Tesla’s “Autopilot” is an adaptive cruise control and advanced lane-keep system. Teslas using Autopilot have struck at least 12 emergency vehicles parked in the breakdown lane. Unfortunately, one of these accidents proved fatal. With first responders’ lives in the balance, a Tesla Autopilot recall seemed imminent. But Elon Musk refused to recall any vehicles, and now the government is demanding answers.
Tesla recall history
Elon Musk founded Tesla Inc in 2003. He launched his first car, an electric roadster, in 2003. In the past two decades, he has followed the Tesla Roadster with four more models. These are the Tesla Model S, The Model X, The Model 3, and the Model Y. In addition, the Tesla Cybertruck is still in development. Understandably, some of these first cars required recalls.
Early Tesla recalls were picture-perfect, carried out to the letter of the law. But in recent years, Elon Musk’s “rookie” mistakes defined his later recalls. Finally, the CEO revealed he thinks recalls are outdated. We even learned Elon Musk dislikes “recall” as a word.
This year, a deadly Tesla defect caused a dozen accidents. Despite countless lives hanging in the balance, Musk’s hatred of recalls got the better of him and he relied on a software update instead. Consequently, Tesla may find itself in trouble with the government.
Autopilot failures and the NHTSA Tesla investigation
Tesla’s proprietary Autopilot system is a suite of driver aid software. It includes an advanced cruise control that can keep a vehicle under the speed limit while matching the speed of surrounding traffic. It also includes a lane-keep feature that centers the car in its lane.
Autopilot uses a series of sensors and cameras and is available on any post-2014 Tesla. Tesla maintains that Autopilot is a driver aid, not actually an “autopilot” self-driving system. Autopilot is standard, while Full Self-Driving (FSD) mode is a Tesla option.
The National Highway Traffic Safety Administration (NHTSA) received reports of suspicious Tesla crashes throughout 2021. The NHTSA found Teslas were striking emergency vehicles parked in the breakdown lane. The accidents all occurred at night with Autopilot engaged. The software was unable to spot the emergency vehicles’ lights.

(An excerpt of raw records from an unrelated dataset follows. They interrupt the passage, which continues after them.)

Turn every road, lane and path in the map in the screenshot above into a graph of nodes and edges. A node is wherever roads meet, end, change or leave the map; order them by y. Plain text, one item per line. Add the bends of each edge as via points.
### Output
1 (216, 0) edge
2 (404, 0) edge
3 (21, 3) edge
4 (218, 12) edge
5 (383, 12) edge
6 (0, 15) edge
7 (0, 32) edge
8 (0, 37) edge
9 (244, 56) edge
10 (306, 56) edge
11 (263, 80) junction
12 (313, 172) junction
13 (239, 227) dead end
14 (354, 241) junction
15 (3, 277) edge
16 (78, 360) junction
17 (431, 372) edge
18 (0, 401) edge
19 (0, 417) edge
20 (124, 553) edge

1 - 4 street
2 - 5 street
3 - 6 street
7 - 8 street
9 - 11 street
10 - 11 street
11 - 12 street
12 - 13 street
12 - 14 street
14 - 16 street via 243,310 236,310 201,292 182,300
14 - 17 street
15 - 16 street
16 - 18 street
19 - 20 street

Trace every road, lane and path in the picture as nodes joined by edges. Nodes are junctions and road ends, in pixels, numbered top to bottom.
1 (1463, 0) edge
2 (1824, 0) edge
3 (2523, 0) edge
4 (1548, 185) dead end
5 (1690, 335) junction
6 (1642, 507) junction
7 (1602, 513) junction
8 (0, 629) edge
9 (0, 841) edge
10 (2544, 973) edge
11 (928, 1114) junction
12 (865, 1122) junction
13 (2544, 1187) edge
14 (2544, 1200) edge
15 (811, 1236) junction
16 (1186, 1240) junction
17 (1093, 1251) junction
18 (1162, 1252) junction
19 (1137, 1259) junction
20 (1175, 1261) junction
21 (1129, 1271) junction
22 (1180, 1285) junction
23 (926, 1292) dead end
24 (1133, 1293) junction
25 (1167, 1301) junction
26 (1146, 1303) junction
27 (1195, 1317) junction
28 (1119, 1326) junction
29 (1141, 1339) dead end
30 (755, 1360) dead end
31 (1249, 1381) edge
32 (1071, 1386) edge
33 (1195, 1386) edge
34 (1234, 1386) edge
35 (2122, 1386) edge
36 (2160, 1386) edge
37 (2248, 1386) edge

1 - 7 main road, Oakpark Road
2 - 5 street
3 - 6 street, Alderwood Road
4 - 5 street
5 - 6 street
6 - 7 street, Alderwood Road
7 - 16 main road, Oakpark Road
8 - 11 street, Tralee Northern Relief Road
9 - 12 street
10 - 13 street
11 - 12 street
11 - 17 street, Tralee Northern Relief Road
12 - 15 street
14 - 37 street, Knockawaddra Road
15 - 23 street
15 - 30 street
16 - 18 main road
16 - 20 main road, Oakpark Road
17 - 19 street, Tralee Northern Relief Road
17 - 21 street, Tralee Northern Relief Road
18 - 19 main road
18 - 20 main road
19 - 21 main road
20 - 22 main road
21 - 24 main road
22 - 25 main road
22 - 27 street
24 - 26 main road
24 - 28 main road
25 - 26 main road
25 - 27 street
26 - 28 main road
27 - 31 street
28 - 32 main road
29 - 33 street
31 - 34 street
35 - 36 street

Autopilot caused at least a dozen accidents with emergency vehicles. At least 17 people were injured. In one accident, the Tesla’s passenger died. The NHTSA compiled and published a list of accidents, but Tesla did not issue a recall. So in August 2021, the NHTSA opened a Tesla autopilot investigation. The investigation included 765,00 vehicles–according to the Associated Press.
Then, in September 2021, Tesla rolled out the “Emergency Light Detection Update” to the Autopilot software. The automakers obviously hoped it had solved the issue but never issued an official recall. And in doing so, Tesla may have broken the law.
How do I know if my Tesla was recalled?
The United States has a carefully designed recall protocol. The NHTSA collects customer complaints and safety reports on vehicles. If the Administration deems a vehicle unsafe, they contact the manufacturer, and the two collaborate on a solution. The manufacturer’s responsibility is to contact vehicle owners, fix every dangerous car, and keep careful records that they have done so.
There is a system because owners must know if their Tesla was recalled. It is also essential to other motorists–and at-risk emergency personnel–to know that every Tesla on the road is now safe.
Tesla disregarded this protocol and sent an over-the-air software patch on their own. The automaker did not collaborate with the NHTSA on a solution. It did not notify vehicle owners that it had a safety concern. It also did not keep records of which vehicles it mended for the NHTSA to make available to the public.
Because of Tesla’s disregard for protocol, the NHTSA sent a public letter to Tesla. The Administration demanded information on the software update and a list of vehicles updated. It also asked Tesla to give a legal or technical reason for not issuing an official recall. Finally, the NHTSA says Tesla must provide this information under oath or pay a fine of over $114 million.